● TASK DESCRIPTION:
This task calls for printing every entry exactly.

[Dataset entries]
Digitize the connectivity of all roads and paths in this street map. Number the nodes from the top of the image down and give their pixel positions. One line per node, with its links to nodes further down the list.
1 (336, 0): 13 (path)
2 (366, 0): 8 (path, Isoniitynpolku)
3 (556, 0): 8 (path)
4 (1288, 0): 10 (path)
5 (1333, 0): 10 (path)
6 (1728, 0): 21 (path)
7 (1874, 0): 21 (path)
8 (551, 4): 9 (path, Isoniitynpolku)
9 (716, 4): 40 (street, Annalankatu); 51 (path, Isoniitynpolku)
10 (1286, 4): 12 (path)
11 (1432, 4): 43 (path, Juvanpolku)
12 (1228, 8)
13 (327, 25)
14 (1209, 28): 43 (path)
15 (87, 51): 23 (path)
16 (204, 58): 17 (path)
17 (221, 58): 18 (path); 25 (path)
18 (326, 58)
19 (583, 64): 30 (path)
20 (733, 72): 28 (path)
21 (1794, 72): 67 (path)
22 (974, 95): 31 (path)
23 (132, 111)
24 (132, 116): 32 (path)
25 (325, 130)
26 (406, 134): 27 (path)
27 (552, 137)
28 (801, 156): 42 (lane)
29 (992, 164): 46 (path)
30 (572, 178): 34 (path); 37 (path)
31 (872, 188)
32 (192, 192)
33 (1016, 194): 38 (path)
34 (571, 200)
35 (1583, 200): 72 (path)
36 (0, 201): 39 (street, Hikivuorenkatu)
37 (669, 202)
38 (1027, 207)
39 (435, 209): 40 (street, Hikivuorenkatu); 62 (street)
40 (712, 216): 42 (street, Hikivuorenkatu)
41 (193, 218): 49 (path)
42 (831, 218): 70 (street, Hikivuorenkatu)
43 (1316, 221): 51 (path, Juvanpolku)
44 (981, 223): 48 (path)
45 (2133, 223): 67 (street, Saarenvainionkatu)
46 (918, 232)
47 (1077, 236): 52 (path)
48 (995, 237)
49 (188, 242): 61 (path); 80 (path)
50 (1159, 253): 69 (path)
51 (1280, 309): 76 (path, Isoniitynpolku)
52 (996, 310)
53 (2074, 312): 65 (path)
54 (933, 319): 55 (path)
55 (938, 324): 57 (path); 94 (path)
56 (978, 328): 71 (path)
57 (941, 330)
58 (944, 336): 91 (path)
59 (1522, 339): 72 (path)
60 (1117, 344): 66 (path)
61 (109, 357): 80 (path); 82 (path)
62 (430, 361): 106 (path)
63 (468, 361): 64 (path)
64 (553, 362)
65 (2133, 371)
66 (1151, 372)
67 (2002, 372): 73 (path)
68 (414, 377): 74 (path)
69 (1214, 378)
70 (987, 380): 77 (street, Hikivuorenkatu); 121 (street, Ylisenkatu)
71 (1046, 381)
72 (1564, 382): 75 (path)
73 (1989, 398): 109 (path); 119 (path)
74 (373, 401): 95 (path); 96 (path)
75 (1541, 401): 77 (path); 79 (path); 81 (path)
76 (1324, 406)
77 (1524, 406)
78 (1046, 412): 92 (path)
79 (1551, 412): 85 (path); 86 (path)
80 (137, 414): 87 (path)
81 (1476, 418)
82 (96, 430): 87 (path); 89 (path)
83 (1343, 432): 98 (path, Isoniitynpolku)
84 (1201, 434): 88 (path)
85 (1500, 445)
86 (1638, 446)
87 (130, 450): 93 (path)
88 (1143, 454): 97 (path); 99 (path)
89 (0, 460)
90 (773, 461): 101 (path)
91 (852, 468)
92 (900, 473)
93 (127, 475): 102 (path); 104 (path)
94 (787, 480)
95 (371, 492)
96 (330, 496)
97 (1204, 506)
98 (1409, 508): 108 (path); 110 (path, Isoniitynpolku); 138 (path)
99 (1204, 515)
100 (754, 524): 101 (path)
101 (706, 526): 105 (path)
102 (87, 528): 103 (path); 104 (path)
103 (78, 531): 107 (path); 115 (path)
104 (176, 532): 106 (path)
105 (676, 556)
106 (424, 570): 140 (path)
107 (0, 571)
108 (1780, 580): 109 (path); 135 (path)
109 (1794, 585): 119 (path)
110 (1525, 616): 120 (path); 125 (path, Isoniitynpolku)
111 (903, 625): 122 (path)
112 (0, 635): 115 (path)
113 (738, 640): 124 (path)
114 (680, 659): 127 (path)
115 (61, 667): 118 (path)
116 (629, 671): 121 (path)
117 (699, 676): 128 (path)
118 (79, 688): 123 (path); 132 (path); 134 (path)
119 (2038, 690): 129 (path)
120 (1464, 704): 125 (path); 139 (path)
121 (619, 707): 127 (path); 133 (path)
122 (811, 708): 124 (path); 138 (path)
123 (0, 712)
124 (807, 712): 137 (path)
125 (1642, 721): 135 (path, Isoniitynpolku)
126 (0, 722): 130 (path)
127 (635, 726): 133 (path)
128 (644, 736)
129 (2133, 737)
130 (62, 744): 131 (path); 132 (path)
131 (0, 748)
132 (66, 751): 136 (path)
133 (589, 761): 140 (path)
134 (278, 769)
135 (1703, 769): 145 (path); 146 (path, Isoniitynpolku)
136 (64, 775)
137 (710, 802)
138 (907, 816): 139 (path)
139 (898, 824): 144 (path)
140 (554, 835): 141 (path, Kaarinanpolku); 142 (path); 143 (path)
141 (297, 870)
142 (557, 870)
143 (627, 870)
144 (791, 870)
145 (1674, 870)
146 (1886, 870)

● OUTPUT OF THE TASK:
Digitize the connectivity of all roads and paths in this street map. Number the nodes from the top of the image down and give their pixel positions. One line per node, with its links to nodes further down the list.
1 (336, 0): 13 (path)
2 (366, 0): 8 (path, Isoniitynpolku)
3 (556, 0): 8 (path)
4 (1288, 0): 10 (path)
5 (1333, 0): 10 (path)
6 (1728, 0): 21 (path)
7 (1874, 0): 21 (path)
8 (551, 4): 9 (path, Isoniitynpolku)
9 (716, 4): 40 (street, Annalankatu); 51 (path, Isoniitynpolku)
10 (1286, 4): 12 (path)
11 (1432, 4): 43 (path, Juvanpolku)
12 (1228, 8)
13 (327, 25)
14 (1209, 28): 43 (path)
15 (87, 51): 23 (path)
16 (204, 58): 17 (path)
17 (221, 58): 18 (path); 25 (path)
18 (326, 58)
19 (583, 64): 30 (path)
20 (733, 72): 28 (path)
21 (1794, 72): 67 (path)
22 (974, 95): 31 (path)
23 (132, 111)
24 (132, 116): 32 (path)
25 (325, 130)
26 (406, 134): 27 (path)
27 (552, 137)
28 (801, 156): 42 (lane)
29 (992, 164): 46 (path)
30 (572, 178): 34 (path); 37 (path)
31 (872, 188)
32 (192, 192)
33 (1016, 194): 38 (path)
34 (571, 200)
35 (1583, 200): 72 (path)
36 (0, 201): 39 (street, Hikivuorenkatu)
37 (669, 202)
38 (1027, 207)
39 (435, 209): 40 (street, Hikivuorenkatu); 62 (street)
40 (712, 216): 42 (street, Hikivuorenkatu)
41 (193, 218): 49 (path)
42 (831, 218): 70 (street, Hikivuorenkatu)
43 (1316, 221): 51 (path, Juvanpolku)
44 (981, 223): 48 (path)
45 (2133, 223): 67 (street, Saarenvainionkatu)
46 (918, 232)
47 (1077, 236): 52 (path)
48 (995, 237)
49 (188, 242): 61 (path); 80 (path)
50 (1159, 253): 69 (path)
51 (1280, 309): 76 (path, Isoniitynpolku)
52 (996, 310)
53 (2074, 312): 65 (path)
54 (933, 319): 55 (path)
55 (938, 324): 57 (path); 94 (path)
56 (978, 328): 71 (path)
57 (941, 330)
58 (944, 336): 91 (path)
59 (1522, 339): 72 (path)
60 (1117, 344): 66 (path)
61 (109, 357): 80 (path); 82 (path)
62 (430, 361): 106 (path)
63 (468, 361): 64 (path)
64 (553, 362)
65 (2133, 371)
66 (1151, 372)
67 (2002, 372): 73 (path)
68 (414, 377): 74 (path)
69 (1214, 378)
70 (987, 380): 77 (street, Hikivuorenkatu); 121 (street, Ylisenkatu)
71 (1046, 381)
72 (1564, 382): 75 (path)
73 (1989, 398): 109 (path); 119 (path)
74 (373, 401): 95 (path); 96 (path)
75 (1541, 401): 77 (path); 79 (path); 81 (path)
76 (1324, 406)
77 (1524, 406)
78 (1046, 412): 92 (path)
79 (1551, 412): 85 (path); 86 (path)
80 (137, 414): 87 (path)
81 (1476, 418)
82 (96, 430): 87 (path); 89 (path)
83 (1343, 432): 98 (path, Isoniitynpolku)
84 (1201, 434): 88 (path)
85 (1500, 445)
86 (1638, 446)
87 (130, 450): 93 (path)
88 (1143, 454): 97 (path); 99 (path)
89 (0, 460)
90 (773, 461): 101 (path)
91 (852, 468)
92 (900, 473)
93 (127, 475): 102 (path); 104 (path)
94 (787, 480)
95 (371, 492)
96 (330, 496)
97 (1204, 506)
98 (1409, 508): 108 (path); 110 (path, Isoniitynpolku); 138 (path)
99 (1204, 515)
100 (754, 524): 101 (path)
101 (706, 526): 105 (path)
102 (87, 528): 103 (path); 104 (path)
103 (78, 531): 107 (path); 115 (path)
104 (176, 532): 106 (path)
105 (676, 556)
106 (424, 570): 140 (path)
107 (0, 571)
108 (1780, 580): 109 (path); 135 (path)
109 (1794, 585): 119 (path)
110 (1525, 616): 120 (path); 125 (path, Isoniitynpolku)
111 (903, 625): 122 (path)
112 (0, 635): 115 (path)
113 (738, 640): 124 (path)
114 (680, 659): 127 (path)
115 (61, 667): 118 (path)
116 (629, 671): 121 (path)
117 (699, 676): 128 (path)
118 (79, 688): 123 (path); 132 (path); 134 (path)
119 (2038, 690): 129 (path)
120 (1464, 704): 125 (path); 139 (path)
121 (619, 707): 127 (path); 133 (path)
122 (811, 708): 124 (path); 138 (path)
123 (0, 712)
124 (807, 712): 137 (path)
125 (1642, 721): 135 (path, Isoniitynpolku)
126 (0, 722): 130 (path)
127 (635, 726): 133 (path)
128 (644, 736)
129 (2133, 737)
130 (62, 744): 131 (path); 132 (path)
131 (0, 748)
132 (66, 751): 136 (path)
133 (589, 761): 140 (path)
134 (278, 769)
135 (1703, 769): 145 (path); 146 (path, Isoniitynpolku)
136 (64, 775)
137 (710, 802)
138 (907, 816): 139 (path)
139 (898, 824): 144 (path)
140 (554, 835): 141 (path, Kaarinanpolku); 142 (path); 143 (path)
141 (297, 870)
142 (557, 870)
143 (627, 870)
144 (791, 870)
145 (1674, 870)
146 (1886, 870)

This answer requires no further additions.